__ASSIGNED TASK__
Every line below must be given again exactly.

__TASK INPUT__
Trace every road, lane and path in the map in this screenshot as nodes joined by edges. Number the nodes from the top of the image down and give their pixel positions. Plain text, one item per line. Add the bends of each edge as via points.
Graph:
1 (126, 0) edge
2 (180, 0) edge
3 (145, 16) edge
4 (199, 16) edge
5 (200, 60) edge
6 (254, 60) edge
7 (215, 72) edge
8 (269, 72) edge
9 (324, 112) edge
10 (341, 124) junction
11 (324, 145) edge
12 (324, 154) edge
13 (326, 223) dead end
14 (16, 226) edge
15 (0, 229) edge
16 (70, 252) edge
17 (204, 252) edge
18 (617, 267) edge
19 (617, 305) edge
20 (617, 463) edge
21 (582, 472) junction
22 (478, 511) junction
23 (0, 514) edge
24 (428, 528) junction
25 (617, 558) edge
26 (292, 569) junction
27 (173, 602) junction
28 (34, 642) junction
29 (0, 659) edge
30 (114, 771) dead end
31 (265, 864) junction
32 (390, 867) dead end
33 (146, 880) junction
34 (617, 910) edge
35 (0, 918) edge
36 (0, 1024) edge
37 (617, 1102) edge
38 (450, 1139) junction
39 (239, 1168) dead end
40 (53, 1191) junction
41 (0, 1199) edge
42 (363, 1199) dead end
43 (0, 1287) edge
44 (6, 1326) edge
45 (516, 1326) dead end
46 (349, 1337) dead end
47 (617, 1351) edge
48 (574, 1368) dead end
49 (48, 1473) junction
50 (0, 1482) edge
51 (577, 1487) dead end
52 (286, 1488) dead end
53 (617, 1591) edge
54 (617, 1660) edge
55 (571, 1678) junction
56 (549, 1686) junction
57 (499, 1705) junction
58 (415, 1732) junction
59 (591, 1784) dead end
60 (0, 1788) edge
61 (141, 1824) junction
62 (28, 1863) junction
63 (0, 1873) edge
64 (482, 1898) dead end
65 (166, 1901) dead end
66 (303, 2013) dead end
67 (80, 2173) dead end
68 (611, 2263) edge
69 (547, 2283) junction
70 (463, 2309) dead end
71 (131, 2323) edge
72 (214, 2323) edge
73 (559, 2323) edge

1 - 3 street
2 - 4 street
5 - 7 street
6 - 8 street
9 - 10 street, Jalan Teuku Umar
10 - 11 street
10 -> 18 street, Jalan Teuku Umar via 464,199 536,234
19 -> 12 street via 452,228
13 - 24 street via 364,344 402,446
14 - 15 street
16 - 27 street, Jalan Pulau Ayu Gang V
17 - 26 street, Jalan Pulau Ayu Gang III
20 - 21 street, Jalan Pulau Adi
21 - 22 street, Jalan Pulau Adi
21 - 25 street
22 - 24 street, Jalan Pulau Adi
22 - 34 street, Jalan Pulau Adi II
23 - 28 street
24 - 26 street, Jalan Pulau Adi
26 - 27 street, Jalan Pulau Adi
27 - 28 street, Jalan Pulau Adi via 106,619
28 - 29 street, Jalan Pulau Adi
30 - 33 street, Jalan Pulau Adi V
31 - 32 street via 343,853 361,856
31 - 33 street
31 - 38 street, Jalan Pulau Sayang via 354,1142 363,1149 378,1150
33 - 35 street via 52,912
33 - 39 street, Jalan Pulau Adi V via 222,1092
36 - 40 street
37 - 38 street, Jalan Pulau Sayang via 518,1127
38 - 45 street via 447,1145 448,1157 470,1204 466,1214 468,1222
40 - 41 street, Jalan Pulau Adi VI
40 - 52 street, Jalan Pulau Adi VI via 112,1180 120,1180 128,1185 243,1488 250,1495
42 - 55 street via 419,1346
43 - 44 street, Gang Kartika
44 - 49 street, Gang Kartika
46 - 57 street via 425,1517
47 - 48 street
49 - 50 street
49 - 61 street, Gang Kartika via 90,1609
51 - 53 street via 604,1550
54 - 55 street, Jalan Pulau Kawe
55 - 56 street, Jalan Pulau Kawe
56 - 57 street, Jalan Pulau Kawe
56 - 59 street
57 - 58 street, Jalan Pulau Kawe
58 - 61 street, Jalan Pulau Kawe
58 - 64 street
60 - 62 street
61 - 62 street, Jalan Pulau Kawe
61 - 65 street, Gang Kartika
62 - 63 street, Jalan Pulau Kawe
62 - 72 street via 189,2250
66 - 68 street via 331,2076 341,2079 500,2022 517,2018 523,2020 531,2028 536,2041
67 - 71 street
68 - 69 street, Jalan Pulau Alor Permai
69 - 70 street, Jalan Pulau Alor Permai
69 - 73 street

__RESULT OF THE TASK__
Trace every road, lane and path in the map in this screenshot as nodes joined by edges. Number the nodes from the top of the image down and give their pixel positions. Plain text, one item per line. Add the bends of each edge as via points.
Graph:
1 (126, 0) edge
2 (180, 0) edge
3 (145, 16) edge
4 (199, 16) edge
5 (200, 60) edge
6 (254, 60) edge
7 (215, 72) edge
8 (269, 72) edge
9 (324, 112) edge
10 (341, 124) junction
11 (324, 145) edge
12 (324, 154) edge
13 (326, 223) dead end
14 (16, 226) edge
15 (0, 229) edge
16 (70, 252) edge
17 (204, 252) edge
18 (617, 267) edge
19 (617, 305) edge
20 (617, 463) edge
21 (582, 472) junction
22 (478, 511) junction
23 (0, 514) edge
24 (428, 528) junction
25 (617, 558) edge
26 (292, 569) junction
27 (173, 602) junction
28 (34, 642) junction
29 (0, 659) edge
30 (114, 771) dead end
31 (265, 864) junction
32 (390, 867) dead end
33 (146, 880) junction
34 (617, 910) edge
35 (0, 918) edge
36 (0, 1024) edge
37 (617, 1102) edge
38 (450, 1139) junction
39 (239, 1168) dead end
40 (53, 1191) junction
41 (0, 1199) edge
42 (363, 1199) dead end
43 (0, 1287) edge
44 (6, 1326) edge
45 (516, 1326) dead end
46 (349, 1337) dead end
47 (617, 1351) edge
48 (574, 1368) dead end
49 (48, 1473) junction
50 (0, 1482) edge
51 (577, 1487) dead end
52 (286, 1488) dead end
53 (617, 1591) edge
54 (617, 1660) edge
55 (571, 1678) junction
56 (549, 1686) junction
57 (499, 1705) junction
58 (415, 1732) junction
59 (591, 1784) dead end
60 (0, 1788) edge
61 (141, 1824) junction
62 (28, 1863) junction
63 (0, 1873) edge
64 (482, 1898) dead end
65 (166, 1901) dead end
66 (303, 2013) dead end
67 (80, 2173) dead end
68 (611, 2263) edge
69 (547, 2283) junction
70 (463, 2309) dead end
71 (131, 2323) edge
72 (214, 2323) edge
73 (559, 2323) edge

1 - 3 street
2 - 4 street
5 - 7 street
6 - 8 street
9 - 10 street, Jalan Teuku Umar
10 - 11 street
10 -> 18 street, Jalan Teuku Umar via 464,199 536,234
19 -> 12 street via 452,228
13 - 24 street via 364,344 402,446
14 - 15 street
16 - 27 street, Jalan Pulau Ayu Gang V
17 - 26 street, Jalan Pulau Ayu Gang III
20 - 21 street, Jalan Pulau Adi
21 - 22 street, Jalan Pulau Adi
21 - 25 street
22 - 24 street, Jalan Pulau Adi
22 - 34 street, Jalan Pulau Adi II
23 - 28 street
24 - 26 street, Jalan Pulau Adi
26 - 27 street, Jalan Pulau Adi
27 - 28 street, Jalan Pulau Adi via 106,619
28 - 29 street, Jalan Pulau Adi
30 - 33 street, Jalan Pulau Adi V
31 - 32 street via 343,853 361,856
31 - 33 street
31 - 38 street, Jalan Pulau Sayang via 354,1142 363,1149 378,1150
33 - 35 street via 52,912
33 - 39 street, Jalan Pulau Adi V via 222,1092
36 - 40 street
37 - 38 street, Jalan Pulau Sayang via 518,1127
38 - 45 street via 447,1145 448,1157 470,1204 466,1214 468,1222
40 - 41 street, Jalan Pulau Adi VI
40 - 52 street, Jalan Pulau Adi VI via 112,1180 120,1180 128,1185 243,1488 250,1495
42 - 55 street via 419,1346
43 - 44 street, Gang Kartika
44 - 49 street, Gang Kartika
46 - 57 street via 425,1517
47 - 48 street
49 - 50 street
49 - 61 street, Gang Kartika via 90,1609
51 - 53 street via 604,1550
54 - 55 street, Jalan Pulau Kawe
55 - 56 street, Jalan Pulau Kawe
56 - 57 street, Jalan Pulau Kawe
56 - 59 street
57 - 58 street, Jalan Pulau Kawe
58 - 61 street, Jalan Pulau Kawe
58 - 64 street
60 - 62 street
61 - 62 street, Jalan Pulau Kawe
61 - 65 street, Gang Kartika
62 - 63 street, Jalan Pulau Kawe
62 - 72 street via 189,2250
66 - 68 street via 331,2076 341,2079 500,2022 517,2018 523,2020 531,2028 536,2041
67 - 71 street
68 - 69 street, Jalan Pulau Alor Permai
69 - 70 street, Jalan Pulau Alor Permai
69 - 73 street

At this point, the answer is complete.